Identité contre altérité
La séquence d’ouverture explicite l’esth-éthique du film : un sommaire résume des centaines d’années de rencontres spatiales, d’abord entre cosmonautes de pays différents, puis entre Terriens et extra-terrestres. Quelle que soit la civilisation, la poignée de main s’impose, de même que l’impérialisme culturel. Aussi anodin paraît-il, ce simple geste de bienvenue appartient à la civilisation occidentale : tendre la main à chaque espèce revient donc, symboliquement et physiquement, à lui forcer la main, à lui faire accepter de manière tacite la domination d’une civilisation qui s’érige en gardienne de l’universalité. Et il faut voir de quelle universalité on parle. Encore une fois, la séquence du sommaire nous en dit bien long : elle catégorise chaque peuple, puis chaque espèce, en fonction d’un cliché, aisément reconnaissable chez les humains – on appréciera tout particulièrement les cosmonautes du Golfe (Qataris ? Saoudiens ?) dont la combinaison spatiale s’apparente à la tenue d’un riche émir. La diversité du cosmos se réduit ainsi à une série de stéréotypes absolument dépolitisés. La station Alpha, la fameuse « Cité des mille planètes », a beau se targuer d’abriter quelques millions d’espèces intelligentes, il n’y en a qu’une au pouvoir : l’espèce humaine, et un sous-genre particulier : le mâle blanc caucasien. Et cette caste ultra-minoritaire applique à toute la station une même structure politique. Valérian et la Cité des mille planètes ressemble à beaucoup de mauvais films à extra-terrestres, qui anthropomorphisent l’inconnu et refusent de se confronter à l’altérité. On pourrait se dire que ce n’est pas grave, que ce n’est qu’un mauvais navet (et ça l’est) ; or le film de Besson, non seulement sort un an après Premier contact, où la question de l’altérité absolue se pose de manière décisive – et s’en trouve anoblie –, mais en outre trahit l’esprit originel de la BD de Christin et Mézières.
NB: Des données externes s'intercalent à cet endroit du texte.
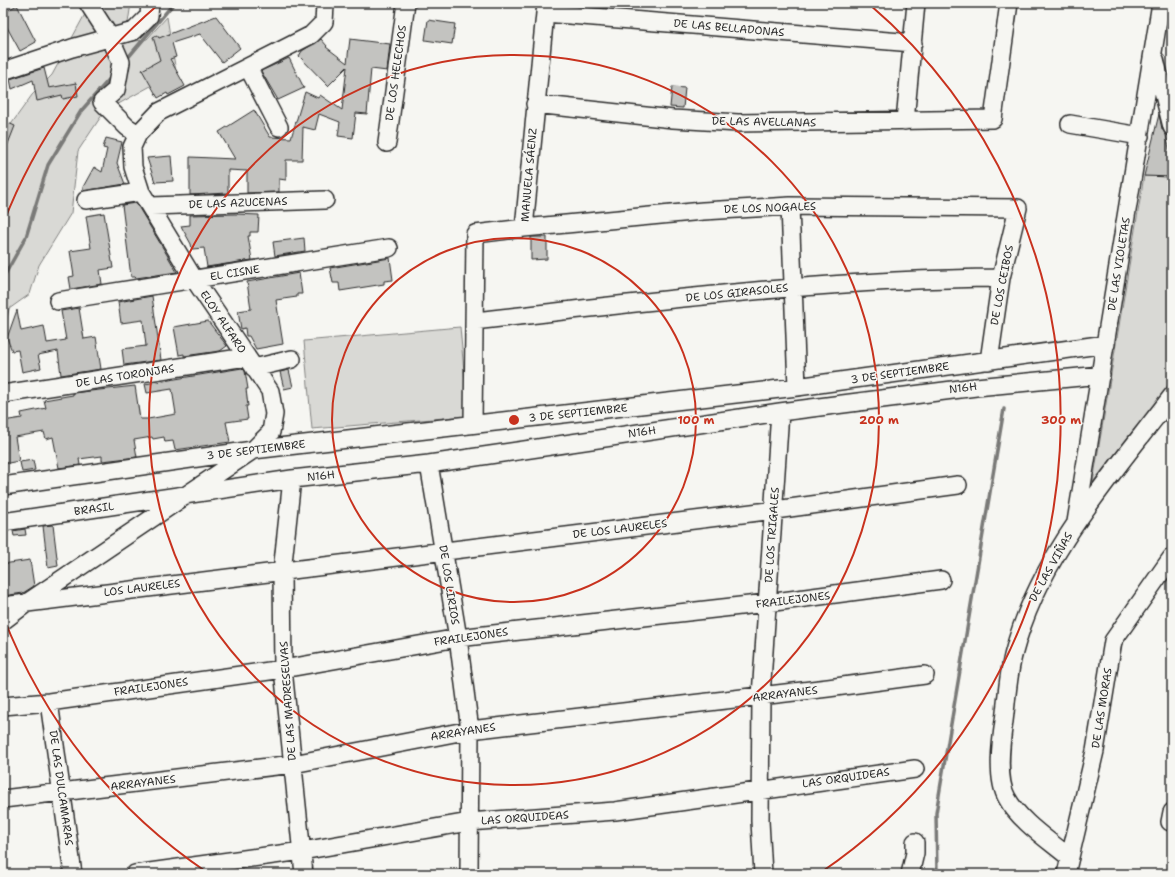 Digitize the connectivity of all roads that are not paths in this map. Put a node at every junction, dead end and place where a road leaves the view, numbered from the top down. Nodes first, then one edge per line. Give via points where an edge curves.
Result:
1 (88, 3) edge
2 (150, 3) edge
3 (323, 3) edge
4 (406, 3) edge
5 (916, 3) edge
6 (1009, 3) edge
7 (1161, 3) edge
8 (545, 8) edge
9 (110, 37) junction
10 (913, 43) junction
11 (1153, 51) junction
12 (248, 67) junction
13 (3, 71) edge
14 (535, 104) junction
15 (905, 121) junction
16 (1070, 124) dead end
17 (279, 127) dead end
18 (1172, 127) edge
19 (138, 134) junction
20 (1140, 136) junction
21 (386, 143) dead end
22 (141, 192) junction
23 (86, 200) dead end
24 (325, 200) dead end
25 (151, 206) junction
26 (790, 206) junction
27 (1018, 208) joint
28 (524, 228) junction
29 (389, 248) dead end
30 (1001, 278) junction
31 (194, 279) junction
32 (794, 287) junction
33 (58, 301) dead end
34 (474, 321) junction
35 (1106, 344) junction
36 (292, 359) dead end
37 (989, 361) junction
38 (250, 362) junction
39 (1101, 375) junction
40 (797, 387) junction
41 (3, 394) edge
42 (1172, 396) edge
43 (780, 412) junction
44 (473, 424) junction
45 (253, 450) junction
46 (429, 464) junction
47 (292, 479) junction
48 (958, 485) dead end
49 (3, 486) edge
50 (185, 496) junction
51 (774, 510) junction
52 (3, 522) edge
53 (1075, 524) junction
54 (444, 551) junction
55 (1172, 557) edge
56 (282, 572) junction
57 (942, 580) dead end
58 (28, 602) junction
59 (767, 603) junction
60 (3, 606) edge
61 (3, 621) edge
62 (458, 638) junction
63 (283, 669) junction
64 (925, 675) dead end
65 (761, 696) junction
66 (49, 702) junction
67 (3, 706) edge
68 (470, 730) junction
69 (293, 764) junction
70 (914, 769) dead end
71 (761, 790) junction
72 (61, 793) junction
73 (3, 799) edge
74 (469, 822) junction
75 (915, 842) dead end
76 (302, 851) junction
77 (1068, 866) edge
78 (73, 874) edge
79 (136, 874) edge
80 (304, 874) edge
81 (469, 874) edge
82 (763, 874) edge
83 (910, 874) edge

1 - 9 street
2 - 9 street via 149,16 134,31
3 - 12 street, ELOY ALFARO via 324,22 311,35
4 - 21 street, DE LOS HELECHOS
5 - 10 street
6 - 15 street, DE LAS AVELLANAS via 993,119
7 - 11 street, DE LAS VIOLETAS
8 - 10 street, DE LAS BELLADONAS
8 - 14 street, MANUELA SÁENZ
9 - 13 street
9 - 19 street via 121,62 116,90 102,102 127,127
10 - 15 street
11 - 18 street
11 - 20 street, DE LAS VIOLETAS
12 - 17 street
12 - 19 street, ELOY ALFARO via 159,112
14 - 15 street, DE LAS AVELLANAS via 738,123
14 - 28 street, MANUELA SÁENZ
16 - 20 street
19 - 22 street, ELOY ALFARO via 132,147 133,167
20 - 35 street, DE LAS VIOLETAS
22 - 23 street
22 - 25 street, ELOY ALFARO
24 - 25 street, DE LAS AZUCENAS
25 - 31 street, ELOY ALFARO
26 - 27 street, DE LOS NOGALES
26 - 28 street, DE LOS NOGALES via 703,211
26 - 32 street
27 - 30 street, DE LOS CEIBOS
28 - 34 street, MANUELA SÁENZ via 476,234
29 - 31 street, EL CISNE
30 - 32 street, DE LOS GIRASOLES via 929,278
30 - 37 street, DE LOS CEIBOS
31 - 33 street, EL CISNE
31 - 38 street, ELOY ALFARO
32 - 34 street, DE LOS GIRASOLES
32 - 40 street
34 - 44 street, MANUELA SÁENZ
35 - 37 street, 3 DE SEPTIEMBRE
35 - 39 street, DE LAS VIOLETAS
36 - 38 street, DE LAS TORONJAS
37 - 40 street, 3 DE SEPTIEMBRE
38 - 41 street, DE LAS TORONJAS
38 - 45 street, ELOY ALFARO via 270,391 274,414 271,432
39 - 43 street, N16H via 976,387
39 - 53 street, DE LAS VIOLETAS
40 - 44 street, 3 DE SEPTIEMBRE
42 - 53 street, DE LAS VIÑAS
43 - 46 street, N16H
43 - 51 street, DE LOS TRIGALES
44 - 45 street, 3 DE SEPTIEMBRE
45 - 49 street, 3 DE SEPTIEMBRE
45 - 50 street, ELOY ALFARO
46 - 47 street, N16H
46 - 54 street, DE LOS LIRIOS
47 - 50 street, N16H
47 - 56 street, DE LAS MADRESELVAS
48 - 51 street, DE LOS LAURELES
50 - 52 street, BRASIL
50 - 58 street, ELOY ALFARO
51 - 54 street, DE LOS LAURELES
51 - 59 street, DE LOS TRIGALES
53 - 77 street, DE LAS VIÑAS via 1037,587 1024,620 1013,653 1001,745 1001,777 1006,797 1016,813
54 - 56 street, DE LOS LAURELES
54 - 62 street, DE LOS LIRIOS
55 - 77 street, DE LAS MORAS via 1113,641 1095,751
56 - 58 street, LOS LAURELES
56 - 63 street, DE LAS MADRESELVAS
57 - 59 street, FRAILEJONES
58 - 60 street, LOS LAURELES
58 - 61 street, ELOY ALFARO
59 - 62 street, FRAILEJONES
59 - 65 street, DE LOS TRIGALES
62 - 63 street, FRAILEJONES
62 - 68 street, DE LOS LIRIOS
63 - 66 street, FRAILEJONES
63 - 69 street, DE LAS MADRESELVAS
64 - 65 street, ARRAYANES
65 - 68 street, ARRAYANES
65 - 71 street, DE LOS TRIGALES
66 - 67 street, FRAILEJONES
66 - 72 street, DE LAS DULCAMARAS
68 - 69 street, ARRAYANES
68 - 74 street, DE LOS LIRIOS
69 - 72 street, ARRAYANES
69 - 76 street, DE LAS MADRESELVAS
70 - 71 street, LAS ORQUIDEAS
71 - 74 street, LAS ORQUIDEAS via 615,811
71 - 82 street, DE LOS TRIGALES
72 - 73 street, ARRAYANES
72 - 78 street, DE LAS DULCAMARAS
74 - 76 street, LAS ORQUIDEAS
74 - 81 street, DE LOS LIRIOS
75 - 83 street
76 - 79 street, LAS ORQUIDEAS
76 - 80 street, DE LAS MADRESELVAS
Aux rencontres radicalement novatrices de Valérian et Laureline succède un mol esprit de tolérance, dont le prêchi-prêcha on ne peut plus consensuel – le pâle récit du sauvetage par les deux gentils agents spatiaux d’une espèce que l’on croyait disparue – sert de vitrine à la domination la plus éhontée.  
Éloge de Narcisse
Quant à la mise en scène… elle égale la bêtise du propos. Besson ne cesse de se contempler, tout comme le film. À l’instar des innombrables flash-backs qui ramènent aux scènes initiales – au cas où le malheureux spectateur aurait perdu son chemin dans un récit hyper-linéaire –, Valérian et la Cité des mille planètes ne renvoie à rien d’autre que lui-même. Tels les Homo Sapiens blancs, il adore regarder son propre reflet, car sa sacro-sainte identité n’a pas à se corrompre dans la turpide altérité.Je ne me lancerai pas non plus dans une analyse genrée du film. Sachez juste que la première apparition de Laureline (Cara Delevingne) se fait en bikini ; que le personnage de Rihanna (dont on se demande bien ce qu’elle fout là) ne sert qu’à divertir de manière érotique un Valérian (Dan DeHaan) en mal de sa compagne habituelle ; que l’intrigue est si infime qu’il faut une succession de péripéties conjugales et de blagues sexuelles pour meubler le film ; et que Valérian veut épouser Laureline alors que le couple de la BD se méfiait avec raison des institutions sociales de l’amour.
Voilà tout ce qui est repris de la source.